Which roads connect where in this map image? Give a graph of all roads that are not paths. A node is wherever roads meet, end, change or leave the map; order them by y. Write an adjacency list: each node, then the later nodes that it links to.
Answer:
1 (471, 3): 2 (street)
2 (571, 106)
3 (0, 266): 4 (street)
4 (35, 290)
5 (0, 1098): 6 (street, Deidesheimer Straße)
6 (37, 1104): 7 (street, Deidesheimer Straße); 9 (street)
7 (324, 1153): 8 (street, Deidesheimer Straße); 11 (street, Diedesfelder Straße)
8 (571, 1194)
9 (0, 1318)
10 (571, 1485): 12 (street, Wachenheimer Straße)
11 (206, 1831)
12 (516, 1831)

▶ Your assignment:
The answer should contain every line of the data, unchanged.

▶ Task answer:
Which roads connect where in this map image? Give a graph of all roads that are not paths. A node is wherever roads meet, end, change or leave the map; order them by y. Write an adjacency list: each node, then the later nodes that it links to.
Answer:
1 (471, 3): 2 (street)
2 (571, 106)
3 (0, 266): 4 (street)
4 (35, 290)
5 (0, 1098): 6 (street, Deidesheimer Straße)
6 (37, 1104): 7 (street, Deidesheimer Straße); 9 (street)
7 (324, 1153): 8 (street, Deidesheimer Straße); 11 (street, Diedesfelder Straße)
8 (571, 1194)
9 (0, 1318)
10 (571, 1485): 12 (street, Wachenheimer Straße)
11 (206, 1831)
12 (516, 1831)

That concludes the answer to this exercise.